Questions Answered in This Report:

  • DMD is a rare genetic disease affecting only a small percentage of the population. What is the size of the U.S. and EU5 (France, Germany, Italy, Spain, and the United Kingdom) diagnosed prevalent population for DMD? How will population size change through 2024?

  • Glucocorticoid therapy, mainly with prednisone, prednisolone, or deflazacort, is the cornerstone of current therapy options for DMD owing to clinical trials demonstrating that this class of agents decreases the progressive loss of muscle strength and function in DMD patients. What other treatments are used in DMD, and how will treatment of DMD change through over the next ten years?

  • Unmet needs in DMD are many and span a range of challenging issues. What are the most promising avenues of R&D? Which unmet needs do thought leaders expect to remain unaddressed by mid- to late-stage emerging therapies?

  • Determining appropriate primary end points is a challenge in DMD trials. What is expert opinion of the six-minute walk test, a primary end point commonly used in DMD trials of ambulatory patients?

  • We forecast that four new therapies for DMD will reach the U.S. and major European markets by 2024. Which treatments will target the underlying cause of the disease?

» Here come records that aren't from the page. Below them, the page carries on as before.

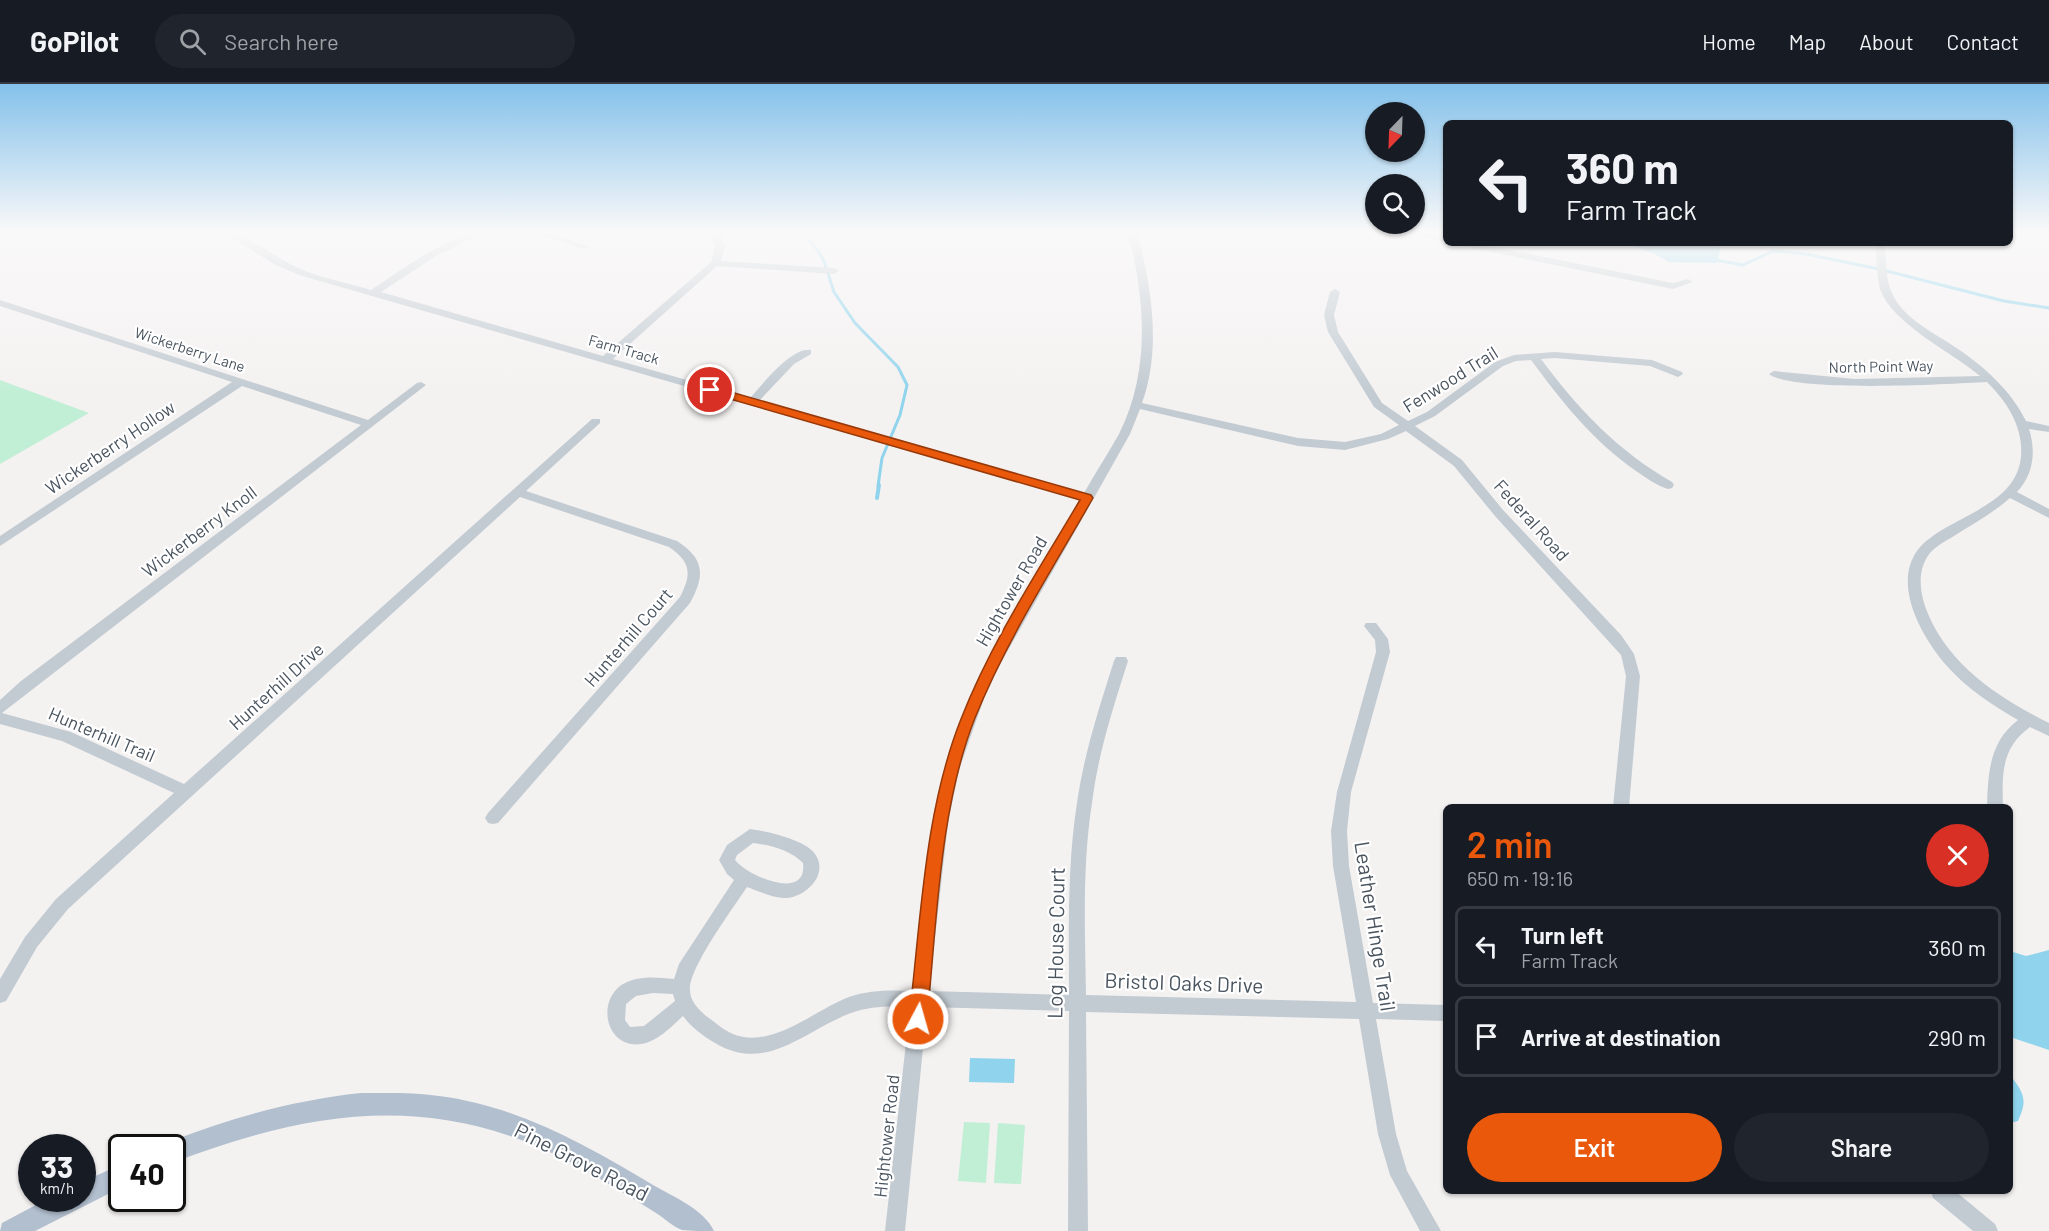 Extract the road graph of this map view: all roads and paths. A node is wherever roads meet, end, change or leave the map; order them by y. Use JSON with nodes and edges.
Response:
{"nodes":[{"id":1,"x":346,"y":286,"type":"edge"},
{"id":2,"x":385,"y":286,"type":"edge"},
{"id":3,"x":691,"y":286,"type":"edge"},
{"id":4,"x":1142,"y":286,"type":"edge"},
{"id":5,"x":1884,"y":286,"type":"edge"},
{"id":6,"x":1335,"y":292,"type":"dead end"},
{"id":7,"x":373,"y":293,"type":"junction"},
{"id":8,"x":0,"y":303,"type":"edge"},
{"id":9,"x":807,"y":352,"type":"dead end"},
{"id":10,"x":1533,"y":355,"type":"junction"},
{"id":11,"x":605,"y":360,"type":"junction"},
{"id":12,"x":1678,"y":374,"type":"dead end"},
{"id":13,"x":1774,"y":374,"type":"dead end"},
{"id":14,"x":1990,"y":379,"type":"junction"},
{"id":15,"x":240,"y":382,"type":"junction"},
{"id":16,"x":421,"y":385,"type":"dead end"},
{"id":17,"x":752,"y":402,"type":"junction"},
{"id":18,"x":1137,"y":405,"type":"junction"},
{"id":19,"x":596,"y":421,"type":"dead end"},
{"id":20,"x":370,"y":424,"type":"junction"},
{"id":21,"x":2022,"y":424,"type":"junction"},
{"id":22,"x":1406,"y":426,"type":"junction"},
{"id":23,"x":2049,"y":429,"type":"edge"},
{"id":24,"x":1668,"y":484,"type":"dead end"},
{"id":25,"x":518,"y":492,"type":"junction"},
{"id":26,"x":2010,"y":493,"type":"junction"},
{"id":27,"x":1087,"y":498,"type":"junction"},
{"id":28,"x":2049,"y":514,"type":"edge"},
{"id":29,"x":0,"y":542,"type":"edge"},
{"id":30,"x":1371,"y":626,"type":"dead end"},
{"id":31,"x":1121,"y":661,"type":"dead end"},
{"id":32,"x":0,"y":708,"type":"edge"},
{"id":33,"x":0,"y":718,"type":"edge"},
{"id":34,"x":2028,"y":720,"type":"junction"},
{"id":35,"x":2049,"y":730,"type":"edge"},
{"id":36,"x":186,"y":792,"type":"junction"},
{"id":37,"x":1621,"y":804,"type":"edge"},
{"id":38,"x":1995,"y":804,"type":"edge"},
{"id":39,"x":493,"y":818,"type":"dead end"},
{"id":40,"x":744,"y":878,"type":"junction"},
{"id":41,"x":680,"y":987,"type":"junction"},
{"id":42,"x":0,"y":995,"type":"edge"},
{"id":43,"x":920,"y":997,"type":"junction"},
{"id":44,"x":1077,"y":1002,"type":"junction"},
{"id":45,"x":685,"y":1004,"type":"junction"},
{"id":46,"x":1365,"y":1010,"type":"junction"},
{"id":47,"x":1443,"y":1013,"type":"edge"},
{"id":48,"x":186,"y":1147,"type":"edge"},
{"id":49,"x":1944,"y":1194,"type":"edge"},
{"id":50,"x":47,"y":1212,"type":"edge"},
{"id":51,"x":10,"y":1231,"type":"edge"},
{"id":52,"x":702,"y":1231,"type":"edge"},
{"id":53,"x":895,"y":1231,"type":"edge"},
{"id":54,"x":1078,"y":1231,"type":"edge"},
{"id":55,"x":1431,"y":1231,"type":"edge"},
{"id":56,"x":1988,"y":1231,"type":"edge"}],
"edges":[{"from":1,"to":7,"type":"street","name":"Farm Track"},
{"from":2,"to":7,"type":"street"},
{"from":3,"to":11,"type":"street"},
{"from":4,"to":18,"type":"street","name":"Hightower Road"},
{"from":5,"to":14,"type":"street"},
{"from":6,"to":22,"type":"street","name":"Federal Road"},
{"from":7,"to":11,"type":"street","name":"Farm Track"},
{"from":8,"to":15,"type":"street","name":"Wickerberry Lane"},
{"from":9,"to":17,"type":"street"},
{"from":10,"to":12,"type":"street","name":"Fenwood Trail"},
{"from":10,"to":22,"type":"street","name":"Fenwood Trail"},
{"from":10,"to":24,"type":"street"},
{"from":11,"to":17,"type":"street","name":"Farm Track"},
{"from":13,"to":14,"type":"street","name":"North Point Way"},
{"from":14,"to":21,"type":"street"},
{"from":15,"to":20,"type":"street","name":"Wickerberry Lane"},
{"from":15,"to":29,"type":"street","name":"Wickerberry Hollow"},
{"from":16,"to":20,"type":"street","name":"Wickerberry Knoll"},
{"from":17,"to":27,"type":"street","name":"Farm Track"},
{"from":18,"to":22,"type":"street","name":"Fenwood Trail"},
{"from":18,"to":27,"type":"street","name":"Hightower Road"},
{"from":19,"to":25,"type":"street","name":"Hunterhill Drive"},
{"from":20,"to":32,"type":"street","name":"Wickerberry Knoll"},
{"from":21,"to":23,"type":"street"},
{"from":21,"to":26,"type":"street"},
{"from":22,"to":37,"type":"street","name":"Federal Road"},
{"from":25,"to":36,"type":"street","name":"Hunterhill Drive"},
{"from":25,"to":39,"type":"street","name":"Hunterhill Court"},
{"from":26,"to":28,"type":"street"},
{"from":26,"to":34,"type":"street"},
{"from":27,"to":43,"type":"street","name":"Hightower Road"},
{"from":30,"to":46,"type":"street","name":"Leather Hinge Trail"},
{"from":31,"to":44,"type":"street","name":"Log House Court"},
{"from":33,"to":36,"type":"street","name":"Hunterhill Trail"},
{"from":34,"to":35,"type":"street"},
{"from":34,"to":38,"type":"street"},
{"from":36,"to":42,"type":"street","name":"Hunterhill Drive"},
{"from":40,"to":40,"type":"street"},
{"from":40,"to":41,"type":"street"},
{"from":41,"to":45,"type":"street"},
{"from":41,"to":45,"type":"street"},
{"from":43,"to":44,"type":"street","name":"Bristol Oaks Drive"},
{"from":43,"to":45,"type":"street","name":"Bristol Oaks Drive"},
{"from":43,"to":53,"type":"street","name":"Hightower Road"},
{"from":44,"to":46,"type":"street","name":"Bristol Oaks Drive"},
{"from":44,"to":54,"type":"street","name":"Log House Court"},
{"from":46,"to":47,"type":"street","name":"Bristol Oaks Drive"},
{"from":46,"to":55,"type":"street","name":"Leather Hinge Trail"},
{"from":48,"to":52,"type":"main road","name":"Pine Grove Road"},
{"from":49,"to":56,"type":"street"},
{"from":50,"to":51,"type":"main road"}]}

What percentage of the DMD population will be eligible for these treatment options? What will be the therapeutic landscape in 2024?

Scope:

Market covered: United States, France, Germany, Italy, Spain, and the United Kingdom.

Primary research: 8 country-specific interviews with DMD experts.

Epidemiology: Diagnosed prevalence of DMD.

Emerging therapies: Phase III: 4; Phase II: 11; coverage of select preclinical and Phase I products.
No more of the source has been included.